### Exercise requirements
Each record is to be printed exactly as given, down to the last mark.

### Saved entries
***

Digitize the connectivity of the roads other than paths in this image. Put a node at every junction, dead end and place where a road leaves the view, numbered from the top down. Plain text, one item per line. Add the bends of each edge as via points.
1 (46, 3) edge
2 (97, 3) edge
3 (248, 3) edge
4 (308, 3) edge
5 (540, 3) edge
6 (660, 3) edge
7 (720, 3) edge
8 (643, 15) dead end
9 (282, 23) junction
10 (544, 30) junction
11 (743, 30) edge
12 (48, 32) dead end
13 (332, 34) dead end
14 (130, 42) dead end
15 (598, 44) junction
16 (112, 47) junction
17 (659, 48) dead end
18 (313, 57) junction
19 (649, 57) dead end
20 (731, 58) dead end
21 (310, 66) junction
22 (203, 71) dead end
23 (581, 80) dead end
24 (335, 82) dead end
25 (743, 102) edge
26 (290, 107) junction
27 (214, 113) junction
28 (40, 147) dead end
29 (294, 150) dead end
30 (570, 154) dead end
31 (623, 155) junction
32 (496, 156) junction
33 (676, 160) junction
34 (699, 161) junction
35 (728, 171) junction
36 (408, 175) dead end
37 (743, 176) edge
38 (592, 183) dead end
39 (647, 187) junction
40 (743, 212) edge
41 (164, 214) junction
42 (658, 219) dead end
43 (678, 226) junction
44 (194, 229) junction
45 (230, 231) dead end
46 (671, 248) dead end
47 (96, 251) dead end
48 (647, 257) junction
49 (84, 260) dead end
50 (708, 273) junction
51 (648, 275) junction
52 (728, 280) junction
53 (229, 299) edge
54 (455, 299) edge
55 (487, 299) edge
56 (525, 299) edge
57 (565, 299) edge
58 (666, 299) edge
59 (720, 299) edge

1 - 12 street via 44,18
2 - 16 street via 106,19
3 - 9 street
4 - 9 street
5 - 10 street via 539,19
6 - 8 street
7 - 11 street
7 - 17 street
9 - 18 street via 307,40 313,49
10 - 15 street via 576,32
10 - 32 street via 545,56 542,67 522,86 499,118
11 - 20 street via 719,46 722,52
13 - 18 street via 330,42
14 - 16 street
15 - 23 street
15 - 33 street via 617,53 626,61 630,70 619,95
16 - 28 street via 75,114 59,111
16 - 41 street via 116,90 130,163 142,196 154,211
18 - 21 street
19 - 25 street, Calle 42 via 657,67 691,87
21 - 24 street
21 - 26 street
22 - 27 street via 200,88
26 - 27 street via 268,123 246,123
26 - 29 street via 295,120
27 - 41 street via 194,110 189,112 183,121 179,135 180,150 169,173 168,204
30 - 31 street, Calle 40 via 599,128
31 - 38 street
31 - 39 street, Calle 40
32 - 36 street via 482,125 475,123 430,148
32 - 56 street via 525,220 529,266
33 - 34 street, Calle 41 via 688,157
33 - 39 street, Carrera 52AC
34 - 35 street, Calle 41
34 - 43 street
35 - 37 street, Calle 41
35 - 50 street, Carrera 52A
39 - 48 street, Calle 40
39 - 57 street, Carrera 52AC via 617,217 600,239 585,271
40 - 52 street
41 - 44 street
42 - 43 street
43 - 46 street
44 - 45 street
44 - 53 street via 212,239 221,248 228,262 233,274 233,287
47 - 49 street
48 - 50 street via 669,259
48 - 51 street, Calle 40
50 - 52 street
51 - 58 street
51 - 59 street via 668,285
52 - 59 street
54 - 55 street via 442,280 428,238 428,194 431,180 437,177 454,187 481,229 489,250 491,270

***

### Reply to the task
Digitize the connectivity of the roads other than paths in this image. Put a node at every junction, dead end and place where a road leaves the view, numbered from the top down. Plain text, one item per line. Add the bends of each edge as via points.
1 (46, 3) edge
2 (97, 3) edge
3 (248, 3) edge
4 (308, 3) edge
5 (540, 3) edge
6 (660, 3) edge
7 (720, 3) edge
8 (643, 15) dead end
9 (282, 23) junction
10 (544, 30) junction
11 (743, 30) edge
12 (48, 32) dead end
13 (332, 34) dead end
14 (130, 42) dead end
15 (598, 44) junction
16 (112, 47) junction
17 (659, 48) dead end
18 (313, 57) junction
19 (649, 57) dead end
20 (731, 58) dead end
21 (310, 66) junction
22 (203, 71) dead end
23 (581, 80) dead end
24 (335, 82) dead end
25 (743, 102) edge
26 (290, 107) junction
27 (214, 113) junction
28 (40, 147) dead end
29 (294, 150) dead end
30 (570, 154) dead end
31 (623, 155) junction
32 (496, 156) junction
33 (676, 160) junction
34 (699, 161) junction
35 (728, 171) junction
36 (408, 175) dead end
37 (743, 176) edge
38 (592, 183) dead end
39 (647, 187) junction
40 (743, 212) edge
41 (164, 214) junction
42 (658, 219) dead end
43 (678, 226) junction
44 (194, 229) junction
45 (230, 231) dead end
46 (671, 248) dead end
47 (96, 251) dead end
48 (647, 257) junction
49 (84, 260) dead end
50 (708, 273) junction
51 (648, 275) junction
52 (728, 280) junction
53 (229, 299) edge
54 (455, 299) edge
55 (487, 299) edge
56 (525, 299) edge
57 (565, 299) edge
58 (666, 299) edge
59 (720, 299) edge

1 - 12 street via 44,18
2 - 16 street via 106,19
3 - 9 street
4 - 9 street
5 - 10 street via 539,19
6 - 8 street
7 - 11 street
7 - 17 street
9 - 18 street via 307,40 313,49
10 - 15 street via 576,32
10 - 32 street via 545,56 542,67 522,86 499,118
11 - 20 street via 719,46 722,52
13 - 18 street via 330,42
14 - 16 street
15 - 23 street
15 - 33 street via 617,53 626,61 630,70 619,95
16 - 28 street via 75,114 59,111
16 - 41 street via 116,90 130,163 142,196 154,211
18 - 21 street
19 - 25 street, Calle 42 via 657,67 691,87
21 - 24 street
21 - 26 street
22 - 27 street via 200,88
26 - 27 street via 268,123 246,123
26 - 29 street via 295,120
27 - 41 street via 194,110 189,112 183,121 179,135 180,150 169,173 168,204
30 - 31 street, Calle 40 via 599,128
31 - 38 street
31 - 39 street, Calle 40
32 - 36 street via 482,125 475,123 430,148
32 - 56 street via 525,220 529,266
33 - 34 street, Calle 41 via 688,157
33 - 39 street, Carrera 52AC
34 - 35 street, Calle 41
34 - 43 street
35 - 37 street, Calle 41
35 - 50 street, Carrera 52A
39 - 48 street, Calle 40
39 - 57 street, Carrera 52AC via 617,217 600,239 585,271
40 - 52 street
41 - 44 street
42 - 43 street
43 - 46 street
44 - 45 street
44 - 53 street via 212,239 221,248 228,262 233,274 233,287
47 - 49 street
48 - 50 street via 669,259
48 - 51 street, Calle 40
50 - 52 street
51 - 58 street
51 - 59 street via 668,285
52 - 59 street
54 - 55 street via 442,280 428,238 428,194 431,180 437,177 454,187 481,229 489,250 491,270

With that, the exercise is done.